▸ REQUIREMENT
Some of the lines below need repeating. Reproduce exactly those between the lines holding "position:absolute; left:15px; top:15px;" and "position:absolute; left:1989px; top:475px;", inclusive.
** Opening ENTRIES SHOWN block **
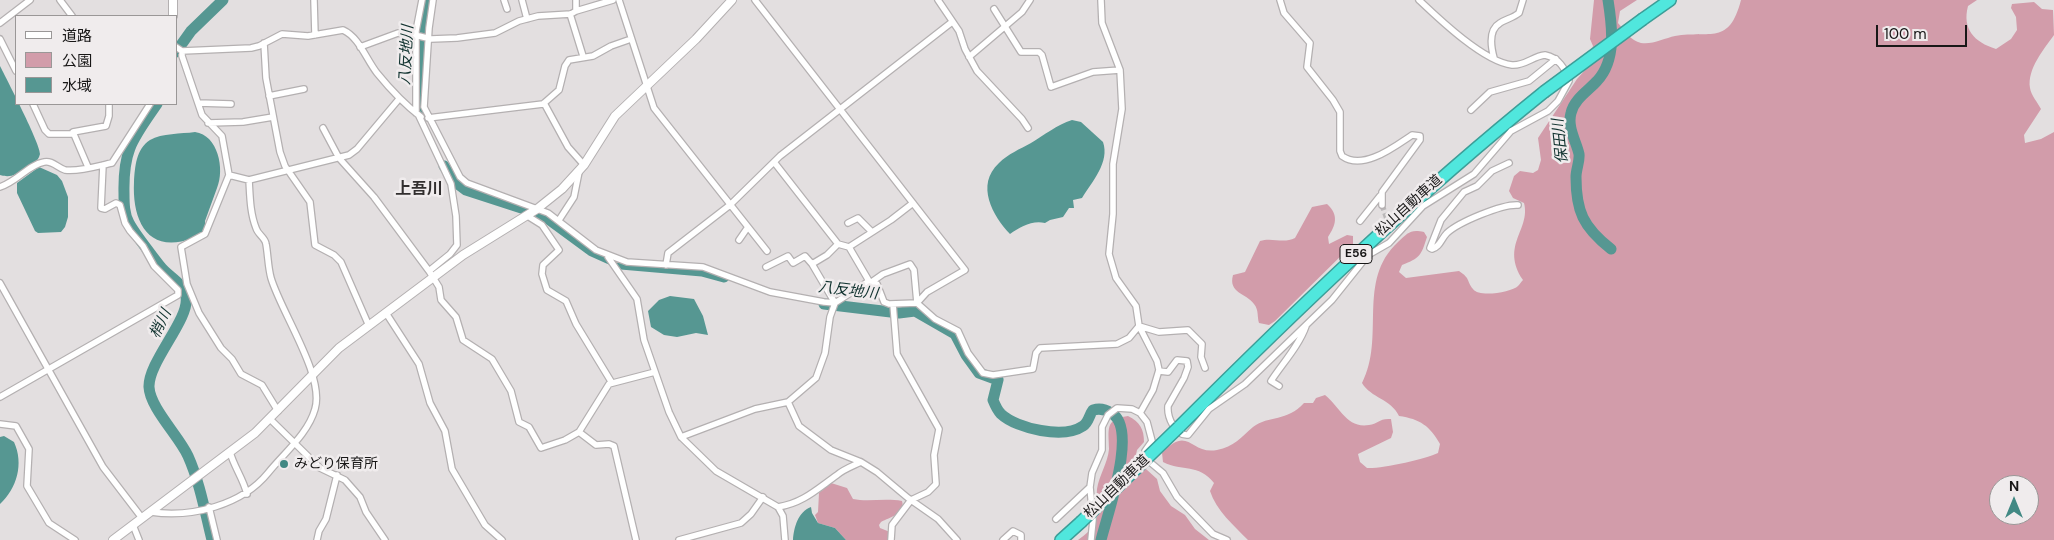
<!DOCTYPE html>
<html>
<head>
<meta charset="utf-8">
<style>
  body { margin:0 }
  #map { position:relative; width:2054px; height:540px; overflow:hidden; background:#e3dfe0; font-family:"DM Sans","Noto Sans JP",sans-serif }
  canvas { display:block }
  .legend { position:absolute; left:15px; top:15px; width:162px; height:90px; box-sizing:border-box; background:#f0eced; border:1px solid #9a9797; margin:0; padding:6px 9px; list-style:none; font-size:15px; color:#181717 }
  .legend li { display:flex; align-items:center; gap:10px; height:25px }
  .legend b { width:25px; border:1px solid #9a9797 }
  .north { position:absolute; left:1989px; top:475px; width:50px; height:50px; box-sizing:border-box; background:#f0eced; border:1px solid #9a9797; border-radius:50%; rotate:0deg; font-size:14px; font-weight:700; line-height:20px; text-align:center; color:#181717 }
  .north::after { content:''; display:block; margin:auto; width:18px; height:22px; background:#428984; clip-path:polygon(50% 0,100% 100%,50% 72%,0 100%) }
  .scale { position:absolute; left:1876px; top:25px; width:91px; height:22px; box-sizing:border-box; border:2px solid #181717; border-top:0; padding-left:6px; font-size:15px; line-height:18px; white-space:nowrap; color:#181717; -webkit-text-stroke:4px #f0eced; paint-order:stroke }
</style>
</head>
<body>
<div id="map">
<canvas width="2054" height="540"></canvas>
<ul class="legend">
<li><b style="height:6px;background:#fff"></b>道路</li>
<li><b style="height:14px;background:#d29caa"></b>公園</li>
<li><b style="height:14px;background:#569792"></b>水域</li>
</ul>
<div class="north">N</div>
<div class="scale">100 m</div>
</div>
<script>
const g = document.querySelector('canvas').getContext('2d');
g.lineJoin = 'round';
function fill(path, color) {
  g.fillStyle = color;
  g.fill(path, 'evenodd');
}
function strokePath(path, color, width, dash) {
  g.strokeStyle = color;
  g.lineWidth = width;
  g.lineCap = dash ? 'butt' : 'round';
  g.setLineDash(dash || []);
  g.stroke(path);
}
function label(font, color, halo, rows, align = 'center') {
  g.font = font + ' "DM Sans","Noto Sans JP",sans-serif';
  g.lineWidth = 5;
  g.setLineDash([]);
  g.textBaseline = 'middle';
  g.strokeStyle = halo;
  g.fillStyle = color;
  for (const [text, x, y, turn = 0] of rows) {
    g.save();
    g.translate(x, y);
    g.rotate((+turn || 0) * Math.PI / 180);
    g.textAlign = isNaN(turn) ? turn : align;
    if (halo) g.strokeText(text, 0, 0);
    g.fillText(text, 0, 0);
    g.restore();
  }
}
fill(new Path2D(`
  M1594,0H1637L1620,11L1618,23C1624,30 1631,41 1641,43C1652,45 1665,38 1675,36C1711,30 1729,46 1741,0H1977L1968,6C1962,29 1974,42 1996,49L2011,39L2017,30L2016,17L2011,8L2012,4L2034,2L2042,9L2053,10L2054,35C2044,49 2027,69 2030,88C2031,95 2038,103 2041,109L2024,135L2025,143L2041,139L2054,132V540H1248C1234,526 1216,510 1210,491L1214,483C1198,463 1183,472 1163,462L1162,453C1189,424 1190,455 1217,450C1234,447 1241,437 1253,427C1269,415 1287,422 1304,403H1313L1316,398L1325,395C1339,406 1347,429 1369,425C1378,424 1379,418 1391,419L1393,432L1391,438L1358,454L1360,462L1367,468C1381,469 1426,459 1438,453L1440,444C1430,426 1420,419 1399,416C1391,399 1371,398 1362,383C1386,337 1356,281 1398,242C1408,233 1410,229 1424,232L1427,237C1421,256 1420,258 1402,265L1399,272L1406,278L1459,271C1471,279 1466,280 1473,289C1479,298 1512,292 1518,286C1520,284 1521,282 1523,280C1500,245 1531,230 1524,203L1513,198L1509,191L1514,176L1520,171L1533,173L1538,170L1541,160L1538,138L1577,79L1586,69L1593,46L1590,39ZM1999,485H2029V515H1999Z
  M1327,204C1339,215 1336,225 1328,237L1329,244L1347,235L1353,236V244L1275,321L1269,325L1259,323C1257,317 1259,310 1254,304C1246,293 1228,293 1233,275L1245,272L1260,241C1272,237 1283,244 1295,238L1312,207Z
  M1128,416C1140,422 1144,429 1144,442L1137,450L1135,459L1157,479L1160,491L1171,506L1185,515L1195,529L1209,540H1078C1085,535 1093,529 1096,520C1099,511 1096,499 1097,489C1099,476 1108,462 1109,449C1109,430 1104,419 1128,416Z
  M831,483L847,488L853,499C867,502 886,498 902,501C906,514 890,517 881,522L879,525L880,528L890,532V540H846L835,528L818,523L815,515L818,512L819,493Z`), '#d29caa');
fill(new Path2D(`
  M0,66C6,78 41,145 40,154C38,163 31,164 24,169C16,175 10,178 0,175Z
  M1072,120L1081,122L1103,142C1110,162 1092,182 1082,198L1073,200L1074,208H1069L1063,217L1050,220L1045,223C1032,220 1020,227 1010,234C993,216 975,185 999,163C1008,154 1020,149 1031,143C1044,135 1057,125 1072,120Z
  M195,132C218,135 225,169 217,188C213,199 209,210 205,221C206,231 201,234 193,238C148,255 132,221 134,182C135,167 136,149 150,140C162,133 181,134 195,132Z
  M39,167L57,175L62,181L68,197V217L65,227L61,232L38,233L35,231L17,193V183Z
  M670,296L694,299L703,316L708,335L696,333L677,337L664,335L651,327L648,311L659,300Z
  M4,436L14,442C24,464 17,488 0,504V437Z
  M811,507L812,513L818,523L835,528L846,540H793C794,527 798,512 811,507Z`), '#569792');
strokePath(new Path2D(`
  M1608,0C1612,25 1617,60 1597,81C1589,90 1574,99 1571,113C1567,127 1576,141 1579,154C1580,161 1576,169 1576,177C1576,211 1583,227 1611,249
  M176,52L191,31L223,0
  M157,104C133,139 123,149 124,193C124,203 124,214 129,223C136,236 151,254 160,266C167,276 184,283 186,297C190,319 148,362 149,387C150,408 179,436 188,456C200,483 205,512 212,540
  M420,112V46L427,0
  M444,166L454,181L466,190L543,215L592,251L621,264L702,271L724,277
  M824,304L899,313L915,311L955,334L966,355L979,373L998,380L993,400C995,405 997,410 1001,414C1017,429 1064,439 1083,426C1089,422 1089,415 1093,410C1100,408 1105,409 1111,413C1139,427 1107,515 1101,540`), '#569792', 11);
strokePath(new Path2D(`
  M1382,205L1390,227`), '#bab7b8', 5.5, [5.5, 3]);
const minor = new Path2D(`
  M60,0L72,16
  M314,0L315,35
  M433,0L429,28L424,107L460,177L467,183L548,213L596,250L627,262L703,267L770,292L824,302L835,303L869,281
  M504,0L507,9
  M522,0L527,19
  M619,0L654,108L767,251
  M755,0L965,270L927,292L917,303
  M938,0L959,31L965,49L977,71L1022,119L1028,128
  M1101,0L1102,23L1120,70L1122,109L1113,164V214L1109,254L1116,278L1136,306L1139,326L1157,361L1159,370L1153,390L1140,413L1147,422L1152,441L1145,451L1151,463L1163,473L1177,497L1213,534L1227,540
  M1280,0L1284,13L1310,43L1307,67L1333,100L1340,112V151L1342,156C1363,171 1394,147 1412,135L1420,136V140L1382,192V205
  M994,9L1021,52H1039L1042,55L1051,87L1093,72L1120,70
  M576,11L613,0
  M570,14L583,56
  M0,23L30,0
  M0,39L16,71
  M264,43L266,78L280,152L285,166L310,202L315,245L334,255L341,262L369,326
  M176,47L182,51L251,48L259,46L282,34L308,36L343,30C359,37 366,59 377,73C390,89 404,104 421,117
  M360,47L398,33L411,34L431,39L457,38L495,33L519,21L538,16L571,14L576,11V0
  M969,57L1022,12L1030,0
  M1494,58C1491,47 1488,30 1500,23C1506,19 1513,18 1519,13L1523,0
  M269,96L304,89
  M198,103L231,104
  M544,103L568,147L584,165
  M33,104L45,130L49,134H73
  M1471,110L1490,92L1529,81L1556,59
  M416,113V31L422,0
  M419,116L451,184L456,216L457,245L450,254L429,271L439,287L441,300L456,317L463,340L492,359L511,391L519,422L529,427L541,448L565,440L579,432L596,445L609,444L614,446L636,540
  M428,118L543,104L559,90L565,66L569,60L593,56L611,46L631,39
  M208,123L243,122L273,117
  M323,128L339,158L374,197L429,271
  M774,162L838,244L849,247L869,281L877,284L884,302L889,304L917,303L935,319L958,331L968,353L983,373L993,375L1033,369L1036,353L1040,348L1117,344L1129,338L1139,326
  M1509,163L1492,171L1477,186L1464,192L1441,220L1430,248L1432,249C1440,247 1441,239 1447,233C1459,222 1502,204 1518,205
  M88,167L73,132L106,126L109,116V104
  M229,175L205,234L181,247L187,284L199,313L221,348L232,359L241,374L262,385L278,411
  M249,180L349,155L357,149L399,99
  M0,187C18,181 28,165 44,162C52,160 58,168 65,170C79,172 98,166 112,163L150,104
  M526,215L542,225L559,250L543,265L542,274L547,290L566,301L576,324L612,383
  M559,220L574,197L579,172
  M1360,221L1380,196
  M848,223L858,218L871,231
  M739,240L748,227
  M849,247L891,220L913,203
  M608,257L637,299L644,340L669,412L681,437L716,471L778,507L783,516L785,540
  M812,264L827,255L838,244
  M666,265L668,253L730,205L780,156L952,22
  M766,267L788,256L793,263L805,256L812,264L835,303
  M873,281L883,274L910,264L914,270L917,303
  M0,283L103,467L142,518
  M386,313L419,364L430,403L445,431L452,469L485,525L502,540
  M1139,326L1159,332L1188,330L1202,344L1201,357L1205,368
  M1159,371L1168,372L1177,360L1187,361L1188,367L1184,378L1168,406C1167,417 1175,436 1188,435L1209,409L1245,384L1332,300L1368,255L1389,243L1423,206L1474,174L1511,131L1548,111L1558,101L1569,81C1565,68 1559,58 1545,55C1533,56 1525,66 1512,65C1484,62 1439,19 1419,0
  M1279,386L1271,381C1282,364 1299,346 1306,326
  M0,397L178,295V290L154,266L143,246L130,231L125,223L120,205L116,203L105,209L101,208L103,165
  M788,402L799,426L831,450L861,462L877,472L908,498L938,519L957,540
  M270,419L320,468L345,480L360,497L366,512L385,540
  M0,424L16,426L29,449L27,486L49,523L75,540
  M579,432L609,384L655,372
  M681,437L755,409L788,402L816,378L825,353L830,317L835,303
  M230,452C234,467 243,478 247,494
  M1090,487L1093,520L1091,540
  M209,507L217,540
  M778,507C803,503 817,489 837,475C844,469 853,466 861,462
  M151,512C192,518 242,505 268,473C284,453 308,434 315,409C325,376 281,312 271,278C268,267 268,255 266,244C265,237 258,235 256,228C250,213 250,196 249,180L229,175L222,136L202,115L182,56V51
  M1056,519L1090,487L1092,473L1102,450V427L1108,415L1117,408L1132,409L1140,413
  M133,525L139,540
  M317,540L319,531L326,519L337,475
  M679,540L741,523L751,514L763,497
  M891,540L892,525L911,500L928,492L936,484L934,455L939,429L897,354L893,304
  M1003,540L1013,531L1021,535V540`);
const tertiary = new Path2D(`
  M173,0V16
  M113,540L255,433L339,348L463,255L537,209L562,189L584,165L615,116L696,39L732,0`);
const motorway = new Path2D(`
  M1643,19L1670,0
  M1179,427C1296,310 1415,196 1544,92
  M1061,540L1081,522`);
strokePath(minor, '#b4b0b1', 8);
strokePath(tertiary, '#b4b0b1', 10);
strokePath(motorway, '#3c9e98', 14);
strokePath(minor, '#fff', 5.5);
strokePath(tertiary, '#fff', 8);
strokePath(motorway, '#50e7dd', 11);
const motorwayBridge = new Path2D(`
  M1544,92L1643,19
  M1081,522L1179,427`);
strokePath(motorwayBridge, '#3c9e98', 14, []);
strokePath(motorwayBridge, '#50e7dd', 11);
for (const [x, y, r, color] of [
  [284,464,5,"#428984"]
]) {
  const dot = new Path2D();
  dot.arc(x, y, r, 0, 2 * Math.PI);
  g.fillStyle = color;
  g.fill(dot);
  strokePath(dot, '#f0eced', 2);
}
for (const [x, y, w] of [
  [1356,254,32]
]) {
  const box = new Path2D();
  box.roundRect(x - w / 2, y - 9.5, w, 19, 4);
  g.fillStyle = '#f0eced';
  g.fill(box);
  strokePath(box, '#181717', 1);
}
label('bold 12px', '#181717', null, [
  ["E56",1356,254]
]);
label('14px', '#181717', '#f0eced', [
  ["松山自動車道",1409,206,-42],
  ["松山自動車道",1117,487,-44]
]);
label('14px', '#181717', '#f0eced', [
  ["みどり保育所",294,464]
], 'left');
label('italic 15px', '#10322f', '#f0eced', [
  ["八反地川",407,55,-87],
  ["保田川",1561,141,-96],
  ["八反地川",848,291,7],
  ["梢川",161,324,-64]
]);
label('bold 16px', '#322f2f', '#f0eced', [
  ["上吾川",419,190]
]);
</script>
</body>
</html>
** Closing ENTRIES SHOWN block **
▸ REPLY
  .legend { position:absolute; left:15px; top:15px; width:162px; height:90px; box-sizing:border-box; background:#f0eced; border:1px solid #9a9797; margin:0; padding:6px 9px; list-style:none; font-size:15px; color:#181717 }
  .legend li { display:flex; align-items:center; gap:10px; height:25px }
  .legend b { width:25px; border:1px solid #9a9797 }
  .north { position:absolute; left:1989px; top:475px; width:50px; height:50px; box-sizing:border-box; background:#f0eced; border:1px solid #9a9797; border-radius:50%; rotate:0deg; font-size:14px; font-weight:700; line-height:20px; text-align:center; color:#181717 }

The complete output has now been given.